Aim of the task: Below is some data. Retype exactly the lines starting at the one with "middle pip: (165, 133)" and ending at the one with "pinky tip: (130, 190)".

··········

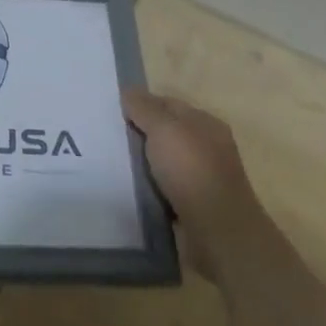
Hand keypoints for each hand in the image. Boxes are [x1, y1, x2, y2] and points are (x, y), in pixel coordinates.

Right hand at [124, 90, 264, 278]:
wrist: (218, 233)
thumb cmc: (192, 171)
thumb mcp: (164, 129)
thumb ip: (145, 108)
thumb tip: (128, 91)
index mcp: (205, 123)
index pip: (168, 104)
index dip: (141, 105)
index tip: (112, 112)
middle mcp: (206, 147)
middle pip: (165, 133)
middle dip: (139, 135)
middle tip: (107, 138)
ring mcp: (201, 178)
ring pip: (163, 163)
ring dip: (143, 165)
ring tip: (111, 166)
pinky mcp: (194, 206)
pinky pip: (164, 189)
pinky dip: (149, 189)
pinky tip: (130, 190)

··········

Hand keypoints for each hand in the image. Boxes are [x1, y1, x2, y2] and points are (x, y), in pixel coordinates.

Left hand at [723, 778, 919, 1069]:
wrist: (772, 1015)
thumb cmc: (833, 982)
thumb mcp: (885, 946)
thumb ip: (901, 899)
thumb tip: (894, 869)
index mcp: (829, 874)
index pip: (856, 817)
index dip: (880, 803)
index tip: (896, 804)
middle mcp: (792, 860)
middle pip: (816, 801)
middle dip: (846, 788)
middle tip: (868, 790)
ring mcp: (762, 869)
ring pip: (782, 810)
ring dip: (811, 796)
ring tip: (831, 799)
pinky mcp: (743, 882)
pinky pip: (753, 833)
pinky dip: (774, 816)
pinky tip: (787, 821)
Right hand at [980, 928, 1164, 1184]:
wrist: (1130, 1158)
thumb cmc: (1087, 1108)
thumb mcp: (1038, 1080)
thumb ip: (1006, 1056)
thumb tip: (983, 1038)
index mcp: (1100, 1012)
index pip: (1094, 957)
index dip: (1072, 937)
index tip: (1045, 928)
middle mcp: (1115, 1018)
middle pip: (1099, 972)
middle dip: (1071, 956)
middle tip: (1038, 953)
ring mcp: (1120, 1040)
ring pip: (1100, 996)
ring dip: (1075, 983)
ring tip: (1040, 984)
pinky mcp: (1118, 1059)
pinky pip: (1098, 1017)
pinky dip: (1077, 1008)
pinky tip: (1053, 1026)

··········

Output of the exercise:
middle pip: (165, 133)
middle dip: (139, 135)
middle tip: (107, 138)
ring mcp: (201, 178)
ring pip: (163, 163)
ring dip: (143, 165)
ring tip: (111, 166)
pinky mcp: (194, 206)
pinky pip: (164, 189)
pinky dip: (149, 189)
pinky tip: (130, 190)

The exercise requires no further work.